Camper Van Beethoven: La Costa Perdida

Camper Van Beethoven
La Costa Perdida
429

We’re a solid decade into the second act of Camper Van Beethoven’s run, having returned in the early ’00s with the release of their version of Fleetwood Mac’s Tusk, reissues of older albums, a long string of live shows and, in 2004, their last album, New Roman Times. Almost nine years later, we get the follow up seemingly out of nowhere. La Costa Perdida shares little in common with its predecessor, and this is both a good development and curious shift.

Camper Van Beethoven have always been inconspicuous in spite of their eccentric pop leanings. They never got their due the first time around, and now they seem content to be an excellent live band knocking it out for devoted fans. Still, if their profile has been low key, their music rarely is. Even on the straight-ahead (yet classic) Key Lime Pie, there’s no shortage of curious lyrical choices and fascinating musical shifts, loud breaks from the norm. New Roman Times was probably as loud a break as they ever offered, a return album that found them in rock-opera mode, telling a Bush-era tale of a broken nation, an America of warring factions. Like most rock operas, its narrative was basically incoherent, but it made for an interesting — if uneven — set of genre-hopping, oddball tunes.

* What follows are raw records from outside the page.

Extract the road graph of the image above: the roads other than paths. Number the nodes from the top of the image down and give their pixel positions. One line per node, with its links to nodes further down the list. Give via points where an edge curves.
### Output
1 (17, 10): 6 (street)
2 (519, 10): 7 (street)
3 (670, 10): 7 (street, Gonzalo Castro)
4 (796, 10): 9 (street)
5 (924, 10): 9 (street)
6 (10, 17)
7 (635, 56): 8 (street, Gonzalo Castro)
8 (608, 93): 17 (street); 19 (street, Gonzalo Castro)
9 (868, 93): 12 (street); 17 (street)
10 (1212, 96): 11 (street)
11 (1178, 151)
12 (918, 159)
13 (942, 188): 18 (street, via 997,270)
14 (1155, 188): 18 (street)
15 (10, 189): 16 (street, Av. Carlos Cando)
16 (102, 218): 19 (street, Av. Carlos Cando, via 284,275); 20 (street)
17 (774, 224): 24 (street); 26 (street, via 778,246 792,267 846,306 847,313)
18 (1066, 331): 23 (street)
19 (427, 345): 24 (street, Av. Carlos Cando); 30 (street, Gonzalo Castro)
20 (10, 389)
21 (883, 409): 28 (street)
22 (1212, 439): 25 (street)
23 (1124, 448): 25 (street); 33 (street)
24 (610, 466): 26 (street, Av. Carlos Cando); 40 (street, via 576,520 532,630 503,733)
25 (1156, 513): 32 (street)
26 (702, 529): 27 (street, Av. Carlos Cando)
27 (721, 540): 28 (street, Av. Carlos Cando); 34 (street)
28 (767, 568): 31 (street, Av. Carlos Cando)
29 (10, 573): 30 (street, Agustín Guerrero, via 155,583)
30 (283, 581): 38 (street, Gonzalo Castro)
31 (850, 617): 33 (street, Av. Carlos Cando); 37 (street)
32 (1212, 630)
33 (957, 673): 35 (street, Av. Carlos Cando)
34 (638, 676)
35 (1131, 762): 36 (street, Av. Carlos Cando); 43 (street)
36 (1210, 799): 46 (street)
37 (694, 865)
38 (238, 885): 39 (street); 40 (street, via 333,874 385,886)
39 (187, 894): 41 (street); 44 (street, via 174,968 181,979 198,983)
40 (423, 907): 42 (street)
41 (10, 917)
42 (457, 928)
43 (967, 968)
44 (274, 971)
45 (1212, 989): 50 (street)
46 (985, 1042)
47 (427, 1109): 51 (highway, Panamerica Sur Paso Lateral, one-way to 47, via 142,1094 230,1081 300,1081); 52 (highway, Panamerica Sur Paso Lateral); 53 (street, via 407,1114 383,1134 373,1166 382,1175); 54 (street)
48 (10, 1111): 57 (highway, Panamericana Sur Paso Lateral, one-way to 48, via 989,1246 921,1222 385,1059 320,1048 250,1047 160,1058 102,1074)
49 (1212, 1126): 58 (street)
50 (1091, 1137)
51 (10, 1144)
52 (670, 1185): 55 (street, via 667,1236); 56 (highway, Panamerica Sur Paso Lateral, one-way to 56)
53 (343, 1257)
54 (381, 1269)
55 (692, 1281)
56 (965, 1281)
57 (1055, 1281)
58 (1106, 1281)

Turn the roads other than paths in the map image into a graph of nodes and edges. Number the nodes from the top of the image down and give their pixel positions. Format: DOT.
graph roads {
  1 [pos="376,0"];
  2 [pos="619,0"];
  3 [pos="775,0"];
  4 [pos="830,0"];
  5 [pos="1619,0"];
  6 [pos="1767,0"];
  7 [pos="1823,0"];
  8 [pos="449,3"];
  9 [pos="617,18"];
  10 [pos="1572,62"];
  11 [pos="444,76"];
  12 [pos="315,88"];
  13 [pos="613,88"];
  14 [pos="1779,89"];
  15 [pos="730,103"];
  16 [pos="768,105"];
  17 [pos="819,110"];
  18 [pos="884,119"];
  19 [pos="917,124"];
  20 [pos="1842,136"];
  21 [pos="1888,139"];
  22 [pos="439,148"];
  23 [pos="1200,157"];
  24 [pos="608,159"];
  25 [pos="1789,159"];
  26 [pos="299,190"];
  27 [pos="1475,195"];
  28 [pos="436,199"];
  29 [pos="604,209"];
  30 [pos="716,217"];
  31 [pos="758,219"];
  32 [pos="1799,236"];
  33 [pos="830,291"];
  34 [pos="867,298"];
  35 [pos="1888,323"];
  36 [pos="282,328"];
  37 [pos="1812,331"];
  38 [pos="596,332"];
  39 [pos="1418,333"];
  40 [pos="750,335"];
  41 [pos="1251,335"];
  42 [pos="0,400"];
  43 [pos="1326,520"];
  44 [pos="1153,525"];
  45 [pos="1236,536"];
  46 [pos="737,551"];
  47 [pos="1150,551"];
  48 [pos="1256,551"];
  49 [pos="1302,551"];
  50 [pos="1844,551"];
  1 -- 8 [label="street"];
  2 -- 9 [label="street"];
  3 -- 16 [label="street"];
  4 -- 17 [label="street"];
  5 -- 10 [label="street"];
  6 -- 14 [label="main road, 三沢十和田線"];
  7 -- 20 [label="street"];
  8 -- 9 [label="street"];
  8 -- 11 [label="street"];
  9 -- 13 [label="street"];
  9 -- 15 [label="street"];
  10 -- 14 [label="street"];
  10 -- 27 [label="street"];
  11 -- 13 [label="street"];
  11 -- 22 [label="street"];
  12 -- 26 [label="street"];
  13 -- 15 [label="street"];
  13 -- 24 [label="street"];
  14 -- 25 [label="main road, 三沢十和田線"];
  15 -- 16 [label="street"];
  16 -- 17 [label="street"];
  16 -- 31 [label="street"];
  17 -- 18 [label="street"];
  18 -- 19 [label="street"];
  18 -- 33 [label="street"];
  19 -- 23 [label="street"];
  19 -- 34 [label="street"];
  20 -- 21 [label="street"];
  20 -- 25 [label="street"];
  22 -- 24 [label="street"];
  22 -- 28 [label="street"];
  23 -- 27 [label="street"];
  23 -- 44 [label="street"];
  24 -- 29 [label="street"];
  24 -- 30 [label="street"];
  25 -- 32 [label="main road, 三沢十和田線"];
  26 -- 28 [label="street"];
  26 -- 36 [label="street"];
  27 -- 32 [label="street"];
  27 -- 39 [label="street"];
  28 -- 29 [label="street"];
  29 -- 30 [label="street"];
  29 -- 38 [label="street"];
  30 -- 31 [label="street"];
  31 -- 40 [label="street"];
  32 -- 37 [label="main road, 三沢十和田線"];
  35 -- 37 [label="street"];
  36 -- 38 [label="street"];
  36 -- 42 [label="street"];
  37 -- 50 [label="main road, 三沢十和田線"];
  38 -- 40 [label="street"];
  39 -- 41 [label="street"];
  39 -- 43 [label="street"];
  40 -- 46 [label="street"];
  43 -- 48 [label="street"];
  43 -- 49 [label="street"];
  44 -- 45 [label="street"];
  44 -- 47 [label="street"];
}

La Costa Perdida isn’t normal or banal by any stretch, but it is a far more subdued offering than we might be used to. It’s simply ten laid-back, psych-pop and Cali-sunkissed-jams that play to all the band’s strengths. Opener “Come Down the Coast” finds David Lowery pining earnestly, and the band twangs and glides around him, pedal steel and mandolin spinning loose knots around the swaying melody of the song, a wistful tune that finds Lowery inviting a series of women, by name, to “come down and see me sometime.” It’d be romantic, even sweet, if he didn’t seem to be looking for any port in a storm.

It sets up an album not so much about escape as return, one that takes the traditional Americana idea of exploring west and twists it, often returning to a west already explored (“Come Down the Coast”, “Northern California Girls”) or using this kind of travel to hide from trouble (the title track) or doing the exact opposite of exploring, stagnating sweetly under the sun (“Summer Days”). It’s an album caught between enjoying the take-it-easy present and feeling the weight of nostalgia. “Northern California Girls” is about being lured back from the East Coast, but it conflates good weather with a romanticized path (“you know there ain’t nobody like me out there”).

And so it’s an album unmoored in quiet, often fascinating ways. These characters — from the killer in “La Costa Perdida” to the lovelorn voice on “Come Down the Coast” — are comfortable with their landscape, and in that way aren’t prone to wander in any physical way, but their minds and hearts are constantly adrift. The music itself seems stuck between these two poles. There are some interesting twists in the formula here, both lyrically — “Someday Our Love Will Sell Us Out” gives this a nice touch of dark humor, while “I Was Too High for the Love-In” is exactly the kind of goofball pop they excel at — and musically. “Northern California Girls” is built on a chorus of voices that remind you of the Beach Boys without sounding like them, and then twist it into something far dustier and wide-open than Brian Wilson could have pulled off. Drifting closer “A Love For All Time” is awash in echoing guitars, heartbreaking backing vocals, and huge, treated string sections.

La Costa Perdida often shines in these hazy moments, the moments that match the narcotic feel of the past with the carefree present. Some of this, though, also feels rote. The ska-folk turn of “Peaches in the Summertime” is no turn at all because, at this point, we expect it of Camper Van Beethoven. Similarly, the bluesy jam of “You Got to Roll” has some sweet guitar work, but it also feels like a tone exercise, a smirking take on blues-rock, that doesn’t quite work because we’ve heard them do better versions of this before.

So Camper Van Beethoven’s new album is a solid entry into their catalog, but also a tricky one to place. New Roman Times was the gutsy, uneven return record, following classics like Our Beloved Revolutionary Sweetheart and Key Lime Pie, while the earlier stuff was all chock full of fan favorites and perfect concert fodder. Where this fits into all that might take some time to tell, but for now it feels like a decent batch of songs that give the band some new stuff to play out on the road. It’s not a set that will surprise, but it’s also sure to satisfy, though for how long remains to be seen.